Why Rishi Sunak refused a windfall tax on oil and gas companies

The UK Chancellor has opted to listen to Big Oil and ignore consumer and climate concerns.

By Philippa Nuttall

Consumers are struggling to pay rising bills, while energy companies are making record profits, partly as a result of Russia’s invasion of Ukraine. Imposing a one-off windfall tax on these firms, which would offer more support to people who are struggling to make ends meet, seems like a logical step to offset both the moral and fiscal cost of their business. But industry disagrees, and it is industry to which Rishi Sunak appears to have listened.

“A windfall tax would be the worst thing for consumers,” claims Deirdre Michie, the CEO of Offshore Energies UK, which represents oil and gas operators. An extra tax would discourage energy companies from making “vital investments,” she suggests. “That would reduce our energy security, and make us even more dependent on imports from places such as Russia and the Middle East.” Instead, companies should be allowed to invest in platforms and pipelines “to help support the nation through the transition to net zero”.

Sunak seems to have bought into this vision, although it bears little resemblance to reality.

The Labour Party has argued strongly for a windfall tax — the shadow chancellor, Rachel Reeves, in her response to the Spring Statement today, has condemned Sunak’s failure to introduce one — and many economists have agreed.

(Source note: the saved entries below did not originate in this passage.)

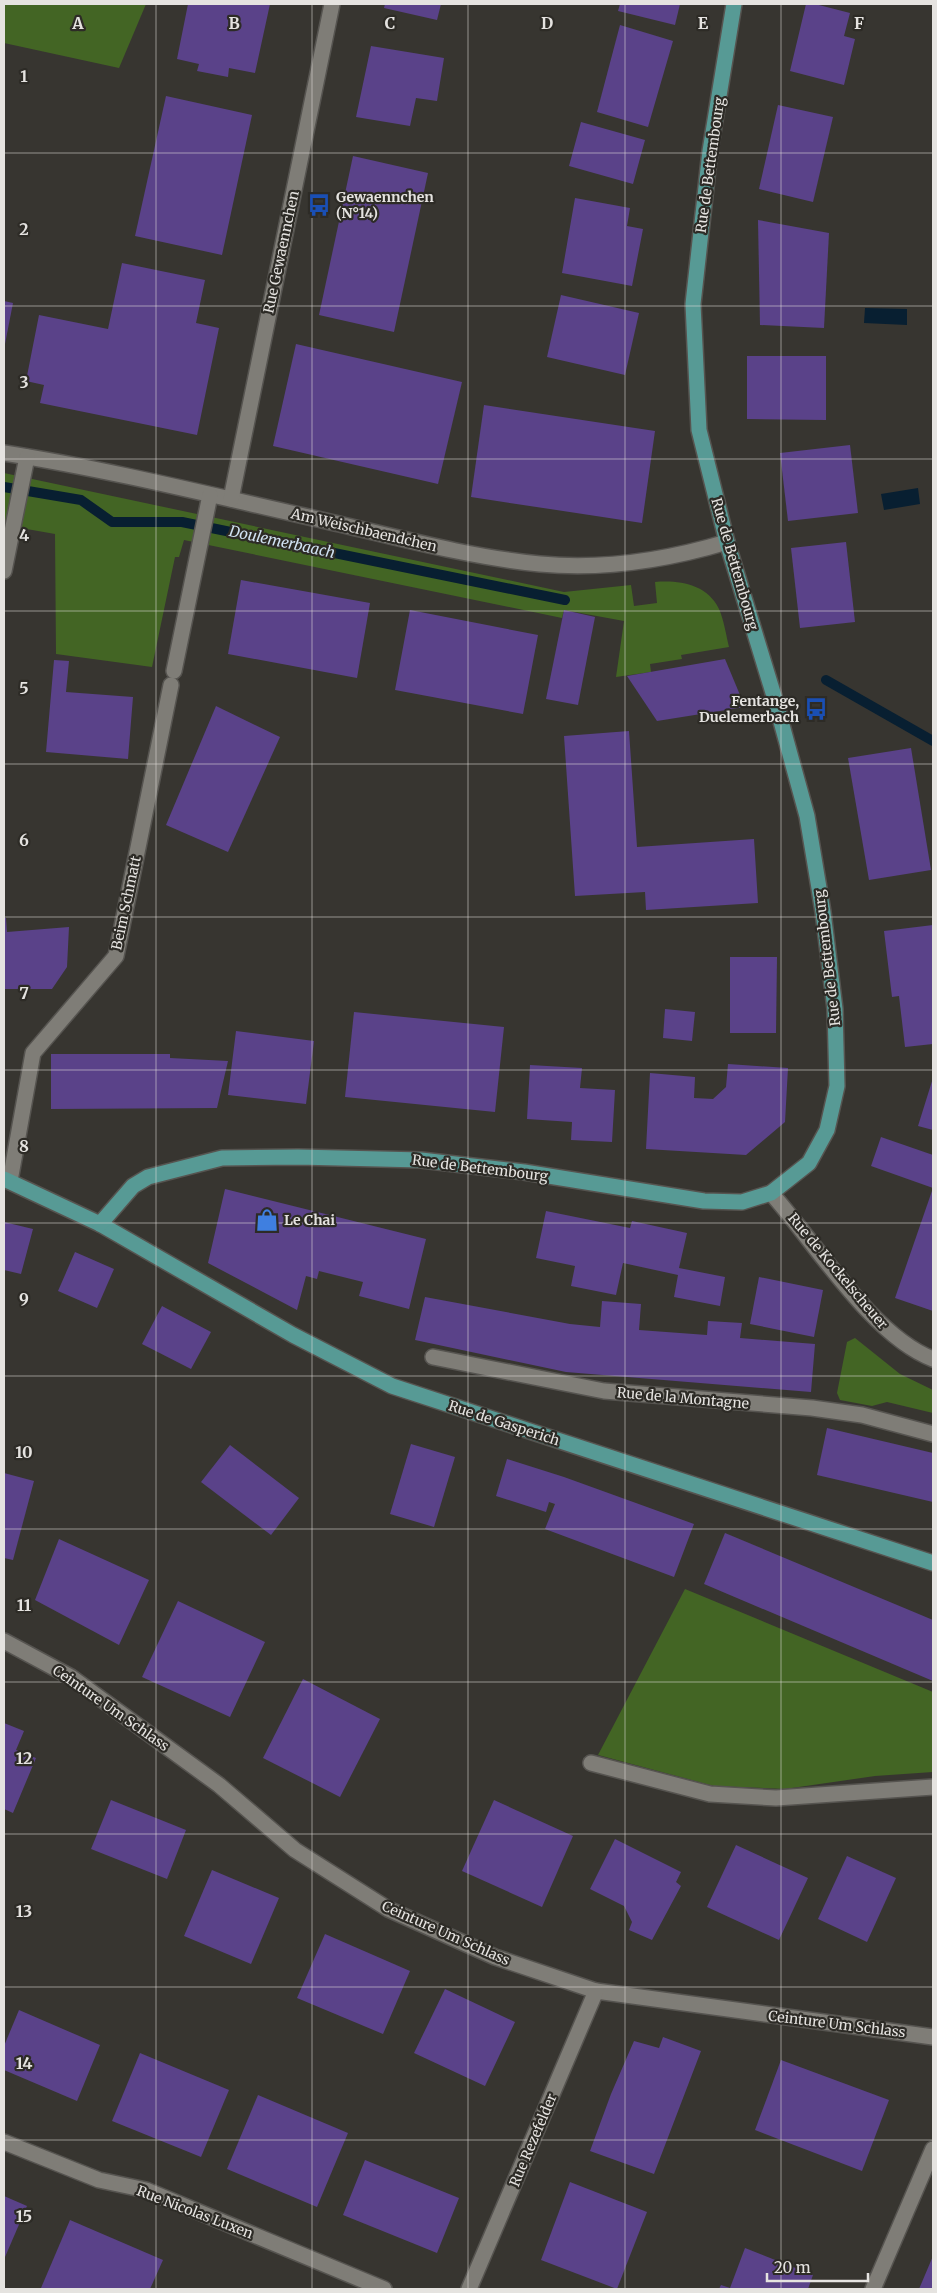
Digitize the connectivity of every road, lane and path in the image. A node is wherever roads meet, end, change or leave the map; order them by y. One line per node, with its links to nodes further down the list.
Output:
1 (332, 4): 6 (street, Rue Gewaennchen)
2 (734, 4): 7 (main road, Rue de Bettembourg)
3 (4, 453): 4 (street, Am Weischbaendchen)
4 (27, 457): 5 (street, Am Weischbaendchen); 8 (street)
5 (210, 495): 6 (street, Am Weischbaendchen); 9 (street, Beim Schmatt)
6 (231, 499): 7 (street, Am Weischbaendchen)
7 (727, 542): 10 (main road, Rue de Bettembourg)
8 (4, 571)
9 (7, 1180): 11 (main road)
10 (771, 1193): 11 (main road, Rue de Bettembourg); 13 (street, Rue de Kockelscheuer)
11 (100, 1224): 15 (main road, Rue de Gasperich)
12 (433, 1357): 14 (street, Rue de la Montagne)
13 (933, 1359)
14 (933, 1434)
15 (933, 1563)
16 (4, 1641): 19 (street, Ceinture Um Schlass)
17 (591, 1763): 18 (street)
18 (933, 1787)
19 (596, 1991): 20 (street, Ceinture Um Schlass); 24 (street, Rue Rezefelder)
20 (933, 2037)
21 (4, 2142): 23 (street, Rue Nicolas Luxen)
22 (933, 2149): 25 (street)
23 (384, 2289)
24 (469, 2289)
25 (873, 2289)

Even John Brown, who was chief executive of BP from 1995 to 2007, said this week: “It’s always a fine balance between how much do you let the rent owner have, and how much do you take for the nation. So when it’s outrageous and stays there, I think it’s not unreasonable to expect the nation to take a bigger portion of the rent for the Treasury.”

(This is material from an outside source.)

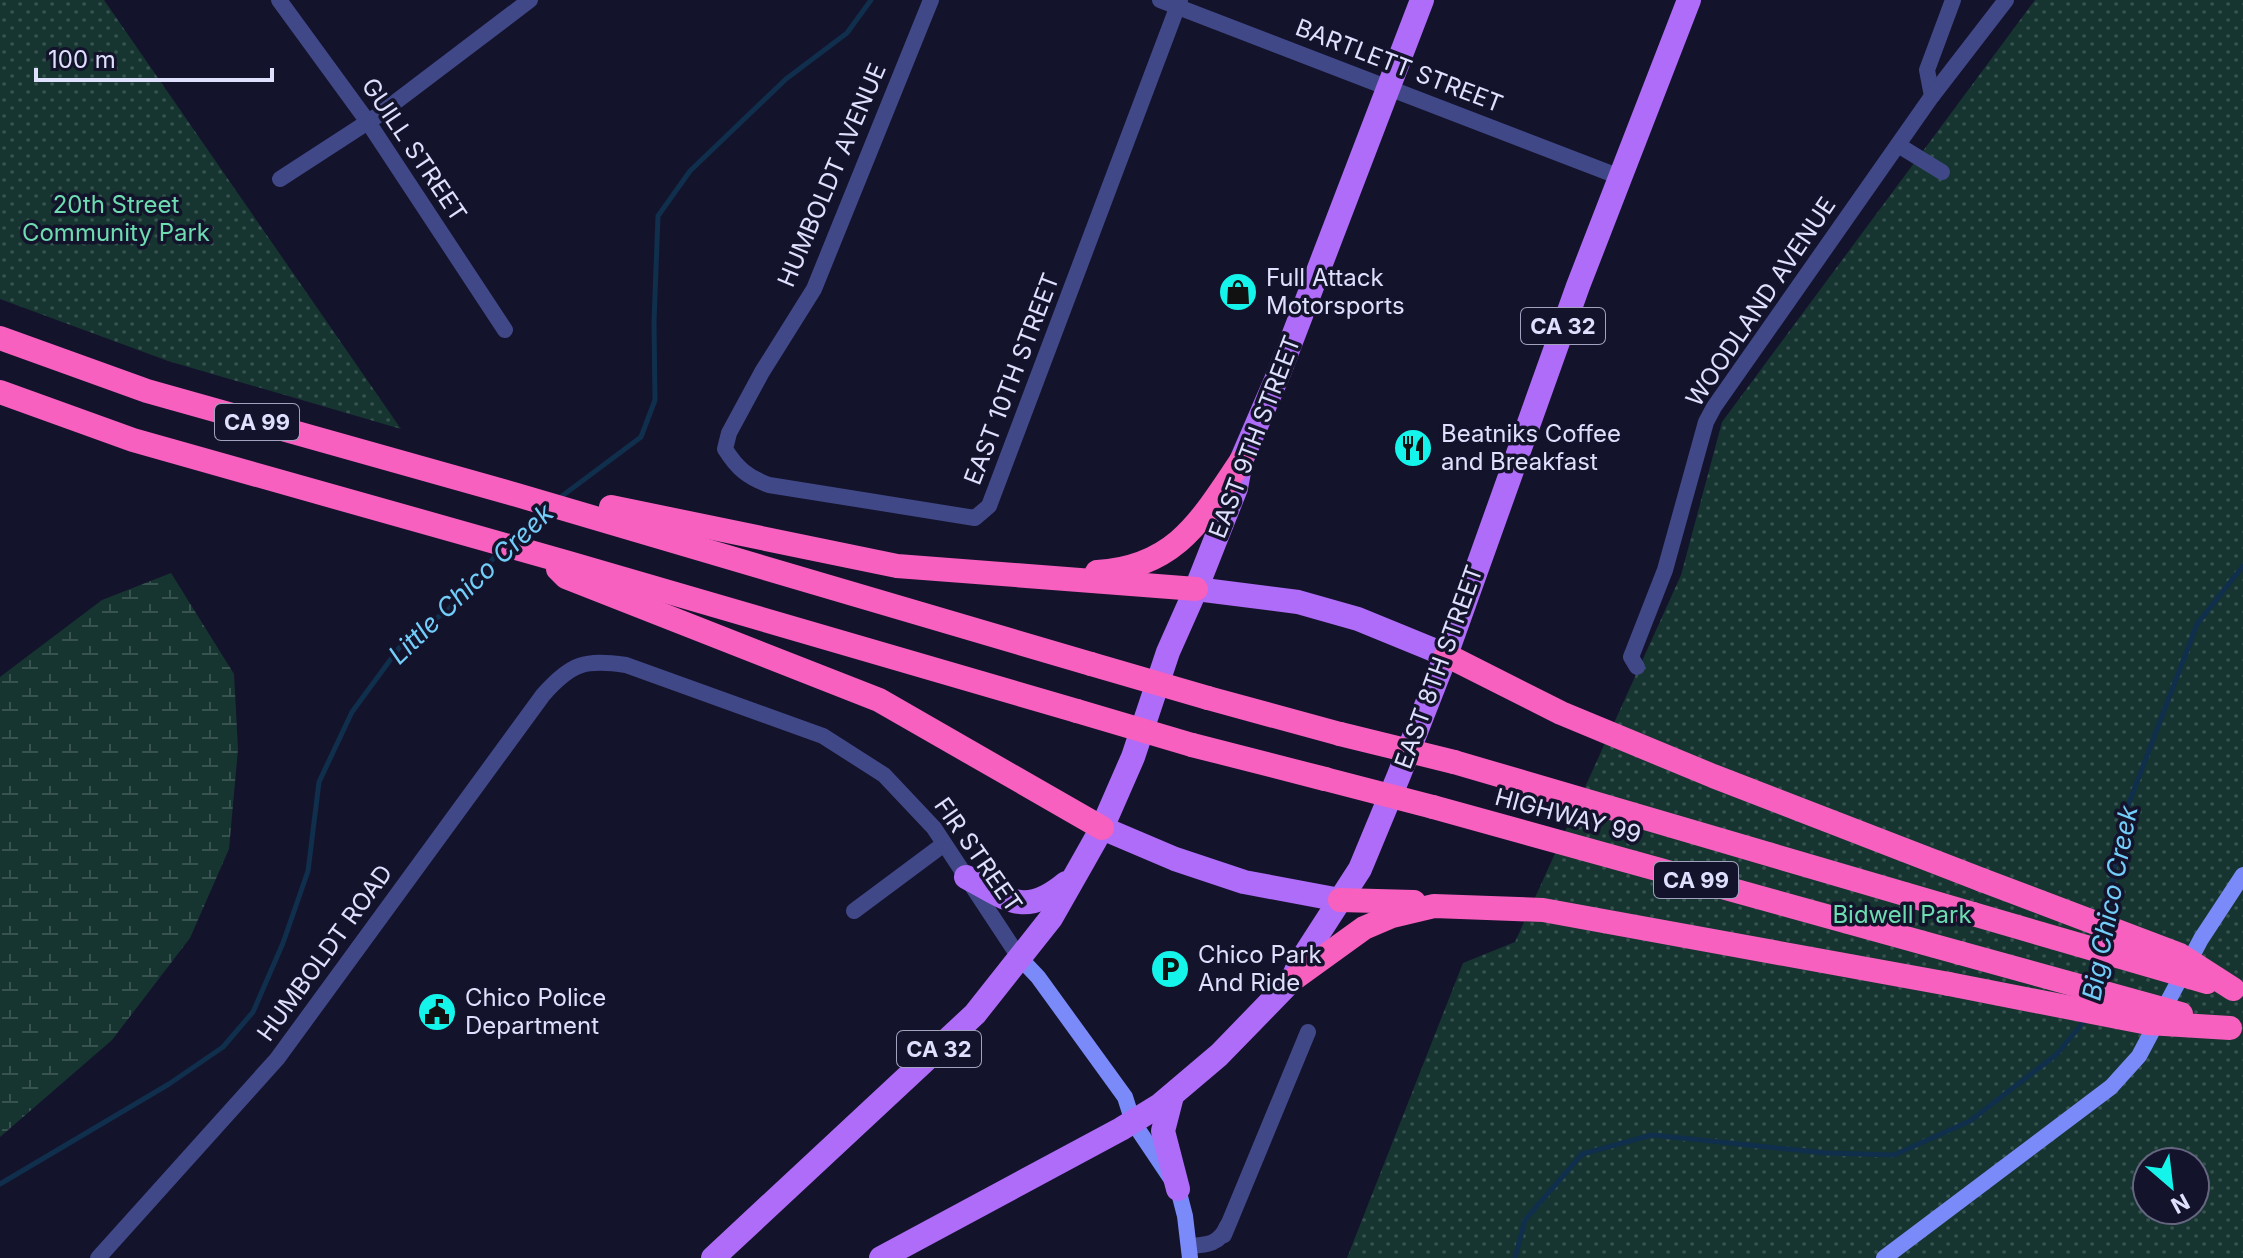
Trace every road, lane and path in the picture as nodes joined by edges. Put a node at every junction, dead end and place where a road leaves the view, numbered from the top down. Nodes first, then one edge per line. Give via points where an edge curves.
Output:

UK oil and gas companies currently pay total corporation tax on their profits of 40 per cent, double what companies pay in other sectors, but still much lower than they paid in the past. In 2015, the corporate tax rate for North Sea operators was above 80 per cent. But these figures also mask a range of tax reliefs for investment and decommissioning that often amount to subsidy, as Michael Jacobs, a professor at the University of Sheffield, highlights. “Most UK oil and gas companies have barely paid any tax over the last five years — 19 North Sea oil and gas companies, including BP and Shell, have actually been net recipients of taxpayers’ money,” writes Jacobs. “These rebates have made the UK tax regime one of the most generous in the world.”

As Nick Ferris wrote recently in the New Statesman, this state of affairs is diametrically opposed to that in Norway, where all profits made from oil and gas extraction are subject to a 78 per cent windfall tax. The money raised goes directly to the country’s sovereign wealth fund and, hence, its citizens. From 1990 to 2017, the UK government collected £181bn in revenues from oil. If its tax rate on extraction had been the same as Norway’s, the UK would have made an estimated £437bn.

At the same time, data shows that since 2010, Royal Dutch Shell and BP have together spent £147.2bn on stock buybacks and dividends — compared to a FTSE 100 average of £10.8bn over the same period. This amount is seven times more than the £20bn required to keep households’ energy bills to their current level during this period of elevated wholesale energy prices, according to the think tank Common Wealth.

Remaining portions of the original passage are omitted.